The real problem is most scope battles are fought in reaction mode rather than in anticipation mode. So let it be written, let it be done, that if a project is worth doing, it is going to have scope creep. Why not plan for it? Why should we view scope creep as a negative? Let's instead try and focus our efforts on what we can do about it., Is there a way to plan for scope creep rather than make ourselves crazy trying to avoid it? No there couldn't be…that would be …impossible? Call me crazy, but here are a few guidelines that can help manage the fragile edges of a scope. Not every project will allow for these guidelines to be implemented so utilize your 'thinker' and use these guidelines as a framework for potential ways to avoid the pitfalls.

  1. Don't avoid– anticipate! Address scope creep up front in the project budgeting and sales cycle. Something WILL come up that was left out of the initial requirements gathering process. Allowing space in the budget for this gives you and your client room for additional efforts that will inevitably come up.

  2. The Golden Schedule: Schedules vary, plans change, vacations arise and sickness can be unavoidable. Be sure to incorporate these things into the planning process for both your project team and the client. And always allow for plenty of time for feedback turn-around and the often under-appreciated QA (quality assurance) process.

  3. Know Thy Scope: The only way to manage scope creep is to keep track. It is critical to provide ongoing project documentation (business and technical requirements, wireframes, user-flows, designs, etc.) and the critical reference material that validates scope is being met and adhered to. Equally important is the expectations of your client and their understanding of the scope and subsequent approval. It is far easier to demonstrate to a client where scope is being crept when expectations are understood from the beginning.
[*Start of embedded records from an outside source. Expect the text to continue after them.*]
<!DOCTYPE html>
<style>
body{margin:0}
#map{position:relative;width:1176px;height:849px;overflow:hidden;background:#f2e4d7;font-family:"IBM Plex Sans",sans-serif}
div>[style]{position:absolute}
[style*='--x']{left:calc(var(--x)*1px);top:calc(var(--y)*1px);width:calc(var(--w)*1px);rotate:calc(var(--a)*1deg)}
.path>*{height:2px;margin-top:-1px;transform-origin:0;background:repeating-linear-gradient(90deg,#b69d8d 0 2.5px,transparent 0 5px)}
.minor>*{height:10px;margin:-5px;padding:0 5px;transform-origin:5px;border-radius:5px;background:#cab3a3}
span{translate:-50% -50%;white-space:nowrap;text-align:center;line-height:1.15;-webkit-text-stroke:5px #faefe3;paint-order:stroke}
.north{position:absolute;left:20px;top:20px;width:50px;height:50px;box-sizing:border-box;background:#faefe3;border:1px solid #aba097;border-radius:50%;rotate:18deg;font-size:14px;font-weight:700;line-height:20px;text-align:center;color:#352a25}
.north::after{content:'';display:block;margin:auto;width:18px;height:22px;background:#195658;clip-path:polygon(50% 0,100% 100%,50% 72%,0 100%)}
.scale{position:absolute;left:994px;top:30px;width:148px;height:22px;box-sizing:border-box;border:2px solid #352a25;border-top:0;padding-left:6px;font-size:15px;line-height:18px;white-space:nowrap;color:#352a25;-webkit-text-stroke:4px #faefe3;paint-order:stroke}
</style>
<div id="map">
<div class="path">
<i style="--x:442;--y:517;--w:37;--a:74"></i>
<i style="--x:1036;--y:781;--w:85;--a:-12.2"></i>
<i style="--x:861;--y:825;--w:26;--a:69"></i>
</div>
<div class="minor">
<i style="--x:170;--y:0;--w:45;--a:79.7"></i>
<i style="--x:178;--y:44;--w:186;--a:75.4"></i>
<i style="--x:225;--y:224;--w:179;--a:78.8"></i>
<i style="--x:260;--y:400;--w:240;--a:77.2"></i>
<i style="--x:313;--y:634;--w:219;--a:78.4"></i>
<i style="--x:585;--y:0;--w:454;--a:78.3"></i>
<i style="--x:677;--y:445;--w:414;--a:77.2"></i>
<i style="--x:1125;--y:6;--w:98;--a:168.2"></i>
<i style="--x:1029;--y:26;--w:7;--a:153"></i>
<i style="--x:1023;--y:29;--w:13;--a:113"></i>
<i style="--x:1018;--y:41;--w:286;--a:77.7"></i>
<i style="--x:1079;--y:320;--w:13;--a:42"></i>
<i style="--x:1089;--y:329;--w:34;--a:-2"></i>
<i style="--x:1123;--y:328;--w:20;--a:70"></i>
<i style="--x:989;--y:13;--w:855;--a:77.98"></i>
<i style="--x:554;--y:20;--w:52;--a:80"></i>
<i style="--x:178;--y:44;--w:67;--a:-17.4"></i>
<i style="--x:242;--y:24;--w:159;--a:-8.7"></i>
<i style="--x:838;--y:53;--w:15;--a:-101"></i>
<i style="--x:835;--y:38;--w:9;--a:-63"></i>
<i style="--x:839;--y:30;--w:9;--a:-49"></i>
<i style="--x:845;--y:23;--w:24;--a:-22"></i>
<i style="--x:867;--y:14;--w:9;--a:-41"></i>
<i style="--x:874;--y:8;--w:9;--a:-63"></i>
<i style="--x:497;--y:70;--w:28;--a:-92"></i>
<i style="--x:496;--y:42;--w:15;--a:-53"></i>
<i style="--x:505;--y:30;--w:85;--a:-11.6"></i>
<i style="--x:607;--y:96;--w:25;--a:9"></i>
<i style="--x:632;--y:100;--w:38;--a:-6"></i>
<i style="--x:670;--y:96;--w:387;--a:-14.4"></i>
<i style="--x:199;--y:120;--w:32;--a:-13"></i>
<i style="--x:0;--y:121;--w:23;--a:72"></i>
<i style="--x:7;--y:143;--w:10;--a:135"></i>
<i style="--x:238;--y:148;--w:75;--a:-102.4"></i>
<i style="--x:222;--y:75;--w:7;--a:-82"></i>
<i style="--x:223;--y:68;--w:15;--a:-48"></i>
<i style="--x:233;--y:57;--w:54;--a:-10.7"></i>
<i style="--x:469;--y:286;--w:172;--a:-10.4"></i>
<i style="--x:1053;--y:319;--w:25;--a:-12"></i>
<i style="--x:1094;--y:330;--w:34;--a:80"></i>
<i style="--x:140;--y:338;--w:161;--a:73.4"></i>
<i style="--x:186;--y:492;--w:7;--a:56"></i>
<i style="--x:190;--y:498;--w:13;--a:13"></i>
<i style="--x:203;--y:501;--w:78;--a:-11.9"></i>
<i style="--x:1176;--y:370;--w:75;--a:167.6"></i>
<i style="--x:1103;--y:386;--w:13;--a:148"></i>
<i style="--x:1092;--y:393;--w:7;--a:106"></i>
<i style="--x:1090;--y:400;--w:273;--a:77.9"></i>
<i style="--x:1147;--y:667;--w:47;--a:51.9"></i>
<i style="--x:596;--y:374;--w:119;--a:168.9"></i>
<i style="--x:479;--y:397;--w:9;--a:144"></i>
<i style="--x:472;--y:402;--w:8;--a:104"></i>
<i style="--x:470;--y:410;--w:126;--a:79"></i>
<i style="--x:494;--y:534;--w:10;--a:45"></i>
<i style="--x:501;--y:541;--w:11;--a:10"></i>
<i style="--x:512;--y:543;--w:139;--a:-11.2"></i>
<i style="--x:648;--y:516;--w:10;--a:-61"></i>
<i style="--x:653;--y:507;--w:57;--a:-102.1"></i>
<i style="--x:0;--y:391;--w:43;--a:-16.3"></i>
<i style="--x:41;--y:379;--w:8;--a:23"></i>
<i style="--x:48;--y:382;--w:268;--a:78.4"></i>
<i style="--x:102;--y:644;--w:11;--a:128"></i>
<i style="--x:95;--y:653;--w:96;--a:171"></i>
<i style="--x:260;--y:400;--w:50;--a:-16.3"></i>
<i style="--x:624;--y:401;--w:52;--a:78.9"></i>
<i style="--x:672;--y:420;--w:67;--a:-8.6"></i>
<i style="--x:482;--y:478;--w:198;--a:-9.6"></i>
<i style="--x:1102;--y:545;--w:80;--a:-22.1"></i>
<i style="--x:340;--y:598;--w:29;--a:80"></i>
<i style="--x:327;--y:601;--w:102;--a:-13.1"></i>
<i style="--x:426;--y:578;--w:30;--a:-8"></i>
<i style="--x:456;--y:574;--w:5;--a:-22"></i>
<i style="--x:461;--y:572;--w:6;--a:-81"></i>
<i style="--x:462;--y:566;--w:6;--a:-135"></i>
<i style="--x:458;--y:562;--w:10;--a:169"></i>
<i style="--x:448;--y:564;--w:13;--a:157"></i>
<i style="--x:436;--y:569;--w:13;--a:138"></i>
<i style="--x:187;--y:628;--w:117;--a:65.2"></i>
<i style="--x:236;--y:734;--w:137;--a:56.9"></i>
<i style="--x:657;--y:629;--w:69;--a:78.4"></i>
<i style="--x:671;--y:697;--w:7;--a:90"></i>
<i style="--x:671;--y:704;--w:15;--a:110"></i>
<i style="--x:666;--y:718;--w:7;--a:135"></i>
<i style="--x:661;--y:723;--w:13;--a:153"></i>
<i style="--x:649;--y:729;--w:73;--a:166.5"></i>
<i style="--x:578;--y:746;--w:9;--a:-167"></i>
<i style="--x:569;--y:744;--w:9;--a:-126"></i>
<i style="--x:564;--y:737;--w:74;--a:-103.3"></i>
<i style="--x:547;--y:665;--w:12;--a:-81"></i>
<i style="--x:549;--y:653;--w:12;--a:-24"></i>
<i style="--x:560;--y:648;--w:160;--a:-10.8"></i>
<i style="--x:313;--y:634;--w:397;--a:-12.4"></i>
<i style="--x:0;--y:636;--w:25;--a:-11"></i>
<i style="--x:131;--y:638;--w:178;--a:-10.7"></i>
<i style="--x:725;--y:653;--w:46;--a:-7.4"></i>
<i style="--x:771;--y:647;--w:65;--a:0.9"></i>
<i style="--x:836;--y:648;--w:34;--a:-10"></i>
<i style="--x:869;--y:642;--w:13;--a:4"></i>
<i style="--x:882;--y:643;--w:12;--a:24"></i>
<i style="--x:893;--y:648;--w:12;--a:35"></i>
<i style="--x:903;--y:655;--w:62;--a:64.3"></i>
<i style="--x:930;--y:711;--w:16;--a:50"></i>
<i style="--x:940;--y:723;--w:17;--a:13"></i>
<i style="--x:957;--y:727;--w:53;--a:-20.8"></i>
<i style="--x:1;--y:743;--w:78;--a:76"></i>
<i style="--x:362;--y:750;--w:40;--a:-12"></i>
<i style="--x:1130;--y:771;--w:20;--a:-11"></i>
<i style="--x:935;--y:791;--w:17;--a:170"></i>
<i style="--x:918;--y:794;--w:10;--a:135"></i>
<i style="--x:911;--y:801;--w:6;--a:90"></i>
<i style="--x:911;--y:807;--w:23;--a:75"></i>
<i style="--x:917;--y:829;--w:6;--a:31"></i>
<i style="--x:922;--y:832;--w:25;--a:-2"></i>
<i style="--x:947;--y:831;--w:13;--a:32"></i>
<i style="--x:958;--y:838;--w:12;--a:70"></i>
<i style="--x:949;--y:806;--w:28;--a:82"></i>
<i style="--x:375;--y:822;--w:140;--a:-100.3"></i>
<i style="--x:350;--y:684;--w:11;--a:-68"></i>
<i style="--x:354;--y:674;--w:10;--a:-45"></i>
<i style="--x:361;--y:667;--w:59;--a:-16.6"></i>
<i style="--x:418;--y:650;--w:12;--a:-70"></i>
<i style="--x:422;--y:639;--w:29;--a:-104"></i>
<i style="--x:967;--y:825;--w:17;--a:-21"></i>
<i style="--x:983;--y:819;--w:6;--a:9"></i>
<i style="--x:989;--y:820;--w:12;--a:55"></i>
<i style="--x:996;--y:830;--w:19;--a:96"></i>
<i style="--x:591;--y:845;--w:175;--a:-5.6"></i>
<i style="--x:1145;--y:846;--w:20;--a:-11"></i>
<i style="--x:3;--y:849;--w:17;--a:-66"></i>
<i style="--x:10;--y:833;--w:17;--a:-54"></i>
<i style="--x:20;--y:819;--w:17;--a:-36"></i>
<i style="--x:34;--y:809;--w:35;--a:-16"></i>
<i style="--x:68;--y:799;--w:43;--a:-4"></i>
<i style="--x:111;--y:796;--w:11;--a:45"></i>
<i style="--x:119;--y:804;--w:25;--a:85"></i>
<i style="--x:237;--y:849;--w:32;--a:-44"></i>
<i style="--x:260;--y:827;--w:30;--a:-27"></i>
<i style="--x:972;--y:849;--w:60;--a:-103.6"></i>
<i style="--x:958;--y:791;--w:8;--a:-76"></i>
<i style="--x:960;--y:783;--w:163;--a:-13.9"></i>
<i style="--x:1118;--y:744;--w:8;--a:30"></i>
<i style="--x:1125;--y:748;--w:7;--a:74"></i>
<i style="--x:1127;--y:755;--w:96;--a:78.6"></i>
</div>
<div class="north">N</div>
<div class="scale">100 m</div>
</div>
  4. Educate, Share, and Empower: The customer is always right. But is there a path to lead them in the 'right' direction? It is important to ensure the client knows what to expect from the process and why the process exists. Managing expectations in the beginning is critical to managing overall scope. Clients can then feel empowered to share the same expectations and plans in the beginning and can assist in understanding overall change implications.

  5. Chase Down the Butterfly: When things do arise that fall outside of the agreed to requirements, meet with your entire team to understand the full ramifications. What seems to be small can sometimes have broad reaching implications, resulting in the butterfly effect. The risk of the butterfly effect increases as a project is further along so the later in the project the more critical this becomes. Managing this quickly is critical.

  6. Stamp of Approval: Once a new requirement is identified and understood by your client and internal team, document in a mutually agreed to manner. This can take the shape of a very formal change control process or be as simple as an email correspondence that contains the specifics agreed to. The key is to document so everyone understands the details and process for proceeding. Memory is fallible.

As I noted previously there is not one cut and dry solution to any scope creep. I often use an example/analogy in many different forms that basically sums up scope creep. How many times have you gone into McDonald's (and/or insert other fast food restaurant) here and asked for extra ketchup? Do they give it to you? Do they speak rudely to you and throw the ketchup at you? Or do they simply say, 'I'm sorry but if you look on your receipt you will notice your meal only came with two packets. If you would like to discuss additional ketchup options, I would be happy to arrange the conversation." Well they probably wouldn't say that and in most cases I hope they would just give you the ketchup w/o any of the above drama.

However, as is the case with most projects, we are not dealing w/ a simple packet of ketchup, however similar rules apply. The point is that in 99% of cases the client might just not understand the rules of the game. The bottom line is that project process is about anticipation, communication and conversation. If a PM ever finds themselves mad at a client, then in those 99.9% of the cases, they didn't do any of these6 steps up front.